La VUCE Perú entra en revisión institucional
El Ministerio de Comercio Exterior y Turismo formalizó la creación del grupo mediante la Resolución Ministerial N.° 072-2026-MINCETUR y luego confirmó su instalación oficial. El mandato no apunta a un cambio menor de procedimiento, sino a revisar el modelo de gestión organizacional vinculado a la VUCE y a las plataformas tecnológicas que la sostienen.
Ese dato importa porque la discusión deja de estar solo en el trámite individual y pasa al diseño institucional que soporta la operación completa. En sistemas de facilitación comercial, la velocidad no depende únicamente del formulario digital, sino de cómo se coordinan gobernanza, soporte, continuidad operativa y capacidad de respuesta. Ese enfoque conversa con la cobertura sobre digitalización aduanera y logística moderna, donde el flujo de datos ya es parte central de la competitividad.
La escala operativa ya exige otro estándar
La propia cartera coloca el debate en una dimensión mayor. Desde 2010, la VUCE ha gestionado más de 8 millones de trámites, generado ahorros superiores a S/ 1.600 millones para los operadores y recaudado más de S/ 1.700 millones en tasas. Además, articula 365 procedimientos y conecta a más de 130 mil usuarios.
Con ese volumen, cualquier fricción institucional deja de ser un problema administrativo y se convierte en un costo sistémico para exportadores, importadores, agentes, entidades sectoriales y operadores logísticos. Por eso, el análisis también se relaciona con la evolución de la factura electrónica y el control aduanero, con la necesidad de una aduana sin papeles con estándar OMA y con experiencias regionales de ventanilla única como SICEX en Chile.
Dónde puede sentirse el ajuste para operadores
El grupo fue encargado de formular propuestas para mejorar diseño organizacional, eficiencia institucional y atención a los usuarios. Eso sugiere que la primera capa de impacto podría aparecer en gobernanza, interoperabilidad y continuidad del servicio antes que en una reducción inmediata y cuantificada de tiempos. Hoy, al menos públicamente, no existe una cifra oficial de cuánto bajarán los plazos de tramitación.

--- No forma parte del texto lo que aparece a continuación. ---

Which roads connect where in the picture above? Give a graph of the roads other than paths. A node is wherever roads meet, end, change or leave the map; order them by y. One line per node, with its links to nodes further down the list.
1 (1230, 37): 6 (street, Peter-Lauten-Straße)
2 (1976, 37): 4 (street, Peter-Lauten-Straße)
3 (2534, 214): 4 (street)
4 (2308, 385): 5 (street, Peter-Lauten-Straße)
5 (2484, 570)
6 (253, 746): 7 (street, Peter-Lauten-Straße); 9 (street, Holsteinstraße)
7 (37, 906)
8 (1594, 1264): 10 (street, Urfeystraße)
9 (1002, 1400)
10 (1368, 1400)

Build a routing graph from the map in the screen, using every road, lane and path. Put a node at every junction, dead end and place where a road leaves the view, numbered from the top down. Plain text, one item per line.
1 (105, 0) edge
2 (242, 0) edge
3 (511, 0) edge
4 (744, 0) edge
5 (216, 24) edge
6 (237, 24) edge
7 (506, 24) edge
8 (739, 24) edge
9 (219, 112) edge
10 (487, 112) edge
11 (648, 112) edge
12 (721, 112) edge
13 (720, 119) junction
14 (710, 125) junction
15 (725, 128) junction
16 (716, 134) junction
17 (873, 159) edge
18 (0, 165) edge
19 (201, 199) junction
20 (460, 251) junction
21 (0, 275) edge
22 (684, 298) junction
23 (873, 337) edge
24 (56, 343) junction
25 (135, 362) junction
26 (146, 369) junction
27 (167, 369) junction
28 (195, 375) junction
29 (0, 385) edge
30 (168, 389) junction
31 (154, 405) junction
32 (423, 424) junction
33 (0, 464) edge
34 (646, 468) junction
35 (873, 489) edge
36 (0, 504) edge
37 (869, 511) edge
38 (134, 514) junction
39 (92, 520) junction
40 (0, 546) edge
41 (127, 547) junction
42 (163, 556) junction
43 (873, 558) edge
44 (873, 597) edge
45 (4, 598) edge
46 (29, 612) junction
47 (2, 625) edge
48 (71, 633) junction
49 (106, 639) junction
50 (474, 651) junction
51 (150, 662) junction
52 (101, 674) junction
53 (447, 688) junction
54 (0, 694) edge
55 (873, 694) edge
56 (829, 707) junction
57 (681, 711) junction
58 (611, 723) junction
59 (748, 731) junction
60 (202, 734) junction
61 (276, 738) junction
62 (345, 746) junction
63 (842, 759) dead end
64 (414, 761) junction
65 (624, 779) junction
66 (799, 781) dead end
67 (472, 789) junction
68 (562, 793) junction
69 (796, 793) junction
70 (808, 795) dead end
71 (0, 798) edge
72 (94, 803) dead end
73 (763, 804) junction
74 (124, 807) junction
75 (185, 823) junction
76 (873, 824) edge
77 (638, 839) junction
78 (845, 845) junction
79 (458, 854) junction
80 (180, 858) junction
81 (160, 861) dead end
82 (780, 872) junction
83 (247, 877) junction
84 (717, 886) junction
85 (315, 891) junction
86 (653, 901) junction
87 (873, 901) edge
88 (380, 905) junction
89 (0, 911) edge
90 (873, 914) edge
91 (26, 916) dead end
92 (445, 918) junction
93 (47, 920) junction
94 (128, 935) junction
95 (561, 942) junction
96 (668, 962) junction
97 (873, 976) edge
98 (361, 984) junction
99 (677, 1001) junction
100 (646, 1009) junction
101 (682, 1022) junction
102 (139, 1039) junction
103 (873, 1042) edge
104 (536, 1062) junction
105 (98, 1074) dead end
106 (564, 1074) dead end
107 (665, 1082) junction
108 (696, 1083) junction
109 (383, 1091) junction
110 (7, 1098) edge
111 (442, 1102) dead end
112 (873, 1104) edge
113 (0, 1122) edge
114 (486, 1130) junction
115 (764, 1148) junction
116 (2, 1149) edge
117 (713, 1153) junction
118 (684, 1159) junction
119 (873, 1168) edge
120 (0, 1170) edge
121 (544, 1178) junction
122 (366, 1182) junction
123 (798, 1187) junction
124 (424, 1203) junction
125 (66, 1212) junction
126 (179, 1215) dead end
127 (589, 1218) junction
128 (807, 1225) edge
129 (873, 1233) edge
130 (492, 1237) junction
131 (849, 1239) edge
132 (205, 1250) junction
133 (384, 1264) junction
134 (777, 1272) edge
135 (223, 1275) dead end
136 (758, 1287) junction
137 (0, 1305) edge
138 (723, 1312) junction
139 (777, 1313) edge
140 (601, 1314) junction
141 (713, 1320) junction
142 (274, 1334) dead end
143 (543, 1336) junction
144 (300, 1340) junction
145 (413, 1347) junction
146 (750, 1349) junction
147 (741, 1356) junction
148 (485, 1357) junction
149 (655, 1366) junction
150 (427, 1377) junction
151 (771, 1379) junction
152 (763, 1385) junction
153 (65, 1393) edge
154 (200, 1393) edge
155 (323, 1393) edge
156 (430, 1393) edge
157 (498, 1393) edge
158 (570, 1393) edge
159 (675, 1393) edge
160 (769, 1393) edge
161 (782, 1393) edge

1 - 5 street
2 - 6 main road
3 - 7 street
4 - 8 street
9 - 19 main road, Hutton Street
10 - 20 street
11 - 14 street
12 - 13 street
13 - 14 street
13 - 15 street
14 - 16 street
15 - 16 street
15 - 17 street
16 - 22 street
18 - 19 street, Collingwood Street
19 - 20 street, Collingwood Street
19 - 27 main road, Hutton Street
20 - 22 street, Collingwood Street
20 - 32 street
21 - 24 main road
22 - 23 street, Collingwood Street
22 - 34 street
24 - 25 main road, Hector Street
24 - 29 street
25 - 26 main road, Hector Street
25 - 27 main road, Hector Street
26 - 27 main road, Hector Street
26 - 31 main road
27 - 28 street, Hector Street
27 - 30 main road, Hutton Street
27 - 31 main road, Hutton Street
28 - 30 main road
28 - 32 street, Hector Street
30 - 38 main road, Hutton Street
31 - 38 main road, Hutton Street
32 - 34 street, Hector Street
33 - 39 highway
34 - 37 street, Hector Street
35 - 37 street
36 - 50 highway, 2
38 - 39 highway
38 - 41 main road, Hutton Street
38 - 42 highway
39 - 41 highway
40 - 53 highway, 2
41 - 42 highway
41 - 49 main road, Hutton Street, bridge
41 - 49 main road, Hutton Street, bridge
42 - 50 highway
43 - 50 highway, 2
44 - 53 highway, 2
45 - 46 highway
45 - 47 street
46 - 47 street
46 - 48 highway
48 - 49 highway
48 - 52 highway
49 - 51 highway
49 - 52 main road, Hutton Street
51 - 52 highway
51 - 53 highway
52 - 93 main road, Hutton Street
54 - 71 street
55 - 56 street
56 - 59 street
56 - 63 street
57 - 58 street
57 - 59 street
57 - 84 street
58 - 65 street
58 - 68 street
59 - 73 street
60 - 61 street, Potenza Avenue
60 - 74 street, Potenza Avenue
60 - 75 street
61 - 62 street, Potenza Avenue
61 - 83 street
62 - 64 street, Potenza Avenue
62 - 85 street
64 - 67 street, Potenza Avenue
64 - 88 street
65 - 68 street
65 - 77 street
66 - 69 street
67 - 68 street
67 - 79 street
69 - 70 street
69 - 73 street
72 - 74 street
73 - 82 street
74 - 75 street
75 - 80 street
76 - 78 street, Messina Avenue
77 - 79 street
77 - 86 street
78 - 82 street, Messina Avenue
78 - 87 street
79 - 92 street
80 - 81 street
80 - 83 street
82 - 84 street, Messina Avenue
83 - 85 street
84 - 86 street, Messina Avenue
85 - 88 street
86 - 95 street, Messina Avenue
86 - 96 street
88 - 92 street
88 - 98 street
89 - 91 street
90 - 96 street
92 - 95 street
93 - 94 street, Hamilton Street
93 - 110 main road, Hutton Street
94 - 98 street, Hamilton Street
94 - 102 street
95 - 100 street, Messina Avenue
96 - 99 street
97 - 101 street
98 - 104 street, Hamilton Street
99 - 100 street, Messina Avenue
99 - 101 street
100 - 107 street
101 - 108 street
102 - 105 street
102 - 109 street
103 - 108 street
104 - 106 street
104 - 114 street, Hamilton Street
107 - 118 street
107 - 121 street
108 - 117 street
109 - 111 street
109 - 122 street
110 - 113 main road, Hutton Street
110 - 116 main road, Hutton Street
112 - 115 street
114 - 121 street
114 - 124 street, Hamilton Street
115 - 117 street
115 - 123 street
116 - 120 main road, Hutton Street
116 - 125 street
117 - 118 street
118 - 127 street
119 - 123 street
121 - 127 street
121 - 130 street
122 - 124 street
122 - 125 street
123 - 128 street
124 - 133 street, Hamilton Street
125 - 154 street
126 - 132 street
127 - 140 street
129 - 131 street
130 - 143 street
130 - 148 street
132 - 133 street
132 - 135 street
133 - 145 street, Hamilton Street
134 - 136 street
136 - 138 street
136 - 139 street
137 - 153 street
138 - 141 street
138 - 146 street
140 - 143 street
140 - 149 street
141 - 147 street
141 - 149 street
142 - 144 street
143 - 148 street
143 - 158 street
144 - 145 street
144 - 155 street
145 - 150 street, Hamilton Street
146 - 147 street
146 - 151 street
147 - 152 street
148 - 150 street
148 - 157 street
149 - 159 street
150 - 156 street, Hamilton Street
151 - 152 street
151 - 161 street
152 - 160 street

Para el sector, ese matiz es importante. La noticia no equivale todavía a una simplificación ya ejecutada, sino al inicio de una fase técnica que podría traducirse en menos observaciones, mejor coordinación entre entidades y procesos más previsibles. Esa ruta también dialoga con debates sobre Operador Económico Autorizado y con los contenidos del tag facilitación del comercio, donde la trazabilidad y la interoperabilidad suelen definir el resultado real para la carga.
La variable que seguirá el comercio exterior peruano
El siguiente hito ya está claro: al término del plazo de trabajo, el grupo deberá entregar un informe final con recomendaciones estratégicas. Allí estará la señal que mirará el mercado, porque recién en ese punto se podrá medir si la revisión se traduce en cambios concretos de procesos, tecnología o estructura institucional.
Para exportadores, importadores y operadores, la variable más relevante no será solo la existencia del grupo, sino si sus propuestas logran acortar fricciones entre entidades, sostener la continuidad operativa y mejorar la experiencia de usuario en una plataforma crítica para el comercio exterior peruano. Ese será el verdadero test de una iniciativa que hoy abre una fase de revisión, pero todavía no publica un cronograma detallado de implementación sobre trámites específicos.